Je le savais. Je veux dire, je savais que la cinémathèque lui ouvrait grandes
ses portes au mois de mars. Mais ce que je ne savais pas, c’est que cette
exposition initierait une question restée à ce jour sans réponse :
« Ai-je vraiment envie de déambuler une fois encore dans les méandres sans
fin du bâtiment de Franck Gehry et de hausser les épaules devant ses enfants
aux faces hâves et aux grands yeux tristes ? ». C’était dimanche, il
faisait gris, j’ai ouvert mon Télérama Sortir à la page idoine, il n’y avait
rien. J’avais quelques jours d’avance. L’affaire était réglée, j’attendrais
pour me décider. Ne sachant que faire, j’ai interrogé mon rapport au petit
Prince de la Nuit pour savoir ou non si je l’aimais.
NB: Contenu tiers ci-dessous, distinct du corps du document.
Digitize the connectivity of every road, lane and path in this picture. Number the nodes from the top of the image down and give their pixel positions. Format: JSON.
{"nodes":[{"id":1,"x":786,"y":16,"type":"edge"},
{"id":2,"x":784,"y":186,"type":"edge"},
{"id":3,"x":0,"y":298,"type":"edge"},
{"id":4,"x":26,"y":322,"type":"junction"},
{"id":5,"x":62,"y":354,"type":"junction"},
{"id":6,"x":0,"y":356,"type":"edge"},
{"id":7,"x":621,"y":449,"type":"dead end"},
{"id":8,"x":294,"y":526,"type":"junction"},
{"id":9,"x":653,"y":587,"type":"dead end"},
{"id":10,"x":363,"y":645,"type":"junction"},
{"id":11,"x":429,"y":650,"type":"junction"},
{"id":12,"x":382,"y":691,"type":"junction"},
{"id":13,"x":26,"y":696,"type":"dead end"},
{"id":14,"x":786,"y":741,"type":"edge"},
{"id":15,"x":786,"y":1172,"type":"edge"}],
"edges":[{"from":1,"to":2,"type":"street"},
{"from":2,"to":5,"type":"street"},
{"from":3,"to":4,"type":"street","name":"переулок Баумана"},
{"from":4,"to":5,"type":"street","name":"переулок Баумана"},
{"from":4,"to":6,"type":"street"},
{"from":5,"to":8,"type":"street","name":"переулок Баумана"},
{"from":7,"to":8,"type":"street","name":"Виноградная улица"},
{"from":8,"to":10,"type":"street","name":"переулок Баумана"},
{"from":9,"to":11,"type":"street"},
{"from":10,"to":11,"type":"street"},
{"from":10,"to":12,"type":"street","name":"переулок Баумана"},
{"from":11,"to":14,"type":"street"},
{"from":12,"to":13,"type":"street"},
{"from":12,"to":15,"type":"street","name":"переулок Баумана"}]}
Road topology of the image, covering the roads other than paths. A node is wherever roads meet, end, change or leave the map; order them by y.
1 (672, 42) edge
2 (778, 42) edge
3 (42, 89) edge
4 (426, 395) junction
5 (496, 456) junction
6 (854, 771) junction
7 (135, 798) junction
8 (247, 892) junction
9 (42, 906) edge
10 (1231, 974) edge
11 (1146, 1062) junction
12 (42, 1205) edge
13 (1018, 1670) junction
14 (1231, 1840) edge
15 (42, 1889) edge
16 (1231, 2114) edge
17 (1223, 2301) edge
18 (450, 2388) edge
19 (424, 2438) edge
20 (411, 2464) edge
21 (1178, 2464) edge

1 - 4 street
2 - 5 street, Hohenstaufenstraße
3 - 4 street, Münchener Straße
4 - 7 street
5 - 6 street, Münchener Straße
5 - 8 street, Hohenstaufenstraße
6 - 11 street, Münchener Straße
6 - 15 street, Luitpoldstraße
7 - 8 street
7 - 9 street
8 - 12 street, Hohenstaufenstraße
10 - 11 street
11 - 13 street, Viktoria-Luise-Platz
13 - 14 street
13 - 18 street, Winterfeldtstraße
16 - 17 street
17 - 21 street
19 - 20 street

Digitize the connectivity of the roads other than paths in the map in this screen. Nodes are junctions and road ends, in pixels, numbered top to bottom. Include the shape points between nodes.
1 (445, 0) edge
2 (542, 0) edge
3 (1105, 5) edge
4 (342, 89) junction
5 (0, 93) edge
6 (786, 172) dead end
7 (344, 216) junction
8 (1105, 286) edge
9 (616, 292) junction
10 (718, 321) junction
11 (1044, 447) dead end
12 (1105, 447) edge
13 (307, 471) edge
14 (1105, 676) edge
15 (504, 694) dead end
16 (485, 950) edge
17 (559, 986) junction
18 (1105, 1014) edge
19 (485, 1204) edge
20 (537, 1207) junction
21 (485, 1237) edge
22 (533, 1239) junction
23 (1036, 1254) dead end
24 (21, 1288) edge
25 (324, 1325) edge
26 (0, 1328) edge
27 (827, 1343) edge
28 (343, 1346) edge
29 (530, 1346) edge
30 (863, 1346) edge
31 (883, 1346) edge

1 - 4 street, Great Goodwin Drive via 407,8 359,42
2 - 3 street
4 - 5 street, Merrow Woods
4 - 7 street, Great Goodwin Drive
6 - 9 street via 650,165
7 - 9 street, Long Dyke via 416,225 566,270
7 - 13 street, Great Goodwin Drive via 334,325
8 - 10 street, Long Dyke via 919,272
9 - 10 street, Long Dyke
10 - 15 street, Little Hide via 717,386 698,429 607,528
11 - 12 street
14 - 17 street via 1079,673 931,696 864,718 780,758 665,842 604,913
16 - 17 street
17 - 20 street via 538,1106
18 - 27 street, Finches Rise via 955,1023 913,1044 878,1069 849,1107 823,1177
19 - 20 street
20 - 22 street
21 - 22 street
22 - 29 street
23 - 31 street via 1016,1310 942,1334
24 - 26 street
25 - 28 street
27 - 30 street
Patiemment, j’ai décidé de
procéder à mon propre accrochage. J’ai donc déambulé dans la galerie virtuelle
de mes souvenirs Burtoniens et ai procédé seul à mon vernissage.
Le premier, j’ai honte : Mars Attacks. Nous sommes en
1996, je connais à peine le nom de Burton et là, assis devant moi mais me
tournant le dos, un type en perfecto dit toute son excitation et son admiration
à mon patron pour l’inventeur de ses extraterrestres écorchés. Je ne dis rien,
j’écoute. Heureusement, on ne me demande pas mon avis, je suis stagiaire. Je
verrais le film cinq ans plus tard et n’en conserverai aucun souvenir. Trois
ans ont passé et je vais mieux. Je file voir Sleepy Hollow, m’éprend de ce
conte morbide où fantastique et pragmatisme luttent sans merci pour obtenir les
faveurs du spectateur. J’aime tellement que je propose à mes parents de m’y
accompagner une seconde fois. Je vais mieux, vraiment. Puis arrive la planète
des singes et je décroche une première fois. Passent alors Big Fish et Charlie
sans même que je ne me retourne. Et arrive Sweeney Todd le diabolique barbier
de Fleet Street où je crois lire dans le titre un écho à la qualité de la
narration du cavalier sans tête. Faux. J’exècre tout : la musique, le
maquillage, la laideur des décors, la pantomime et le cabotinage de Deep. Et
puis, « bam ! » : une palme sur l’écran noir. Nous sommes
un dimanche de mai 2010. La cérémonie touche à sa fin, une femme pose une
question à un petit bonhomme terré au fond de sa chaise : « Mister
President : who won the palme d’or ? » Un peu absent, pas très à
son aise, le visage barré de ses montures noires, le président répond :
« Apichatong Weerasethakul for Uncle Boonmee Who can recall his past
lives ». C’est un beau titre, mystérieux, plein de promesses tenues. Il y
a un grand singe aux yeux rouges qui hante la forêt et le film. J’ai accroché
cette image au-dessus de mon bureau. Ca me permet de tenir. Pour cela et un peu
pour le reste, j’irai rendre visite à Tim à la cinémathèque.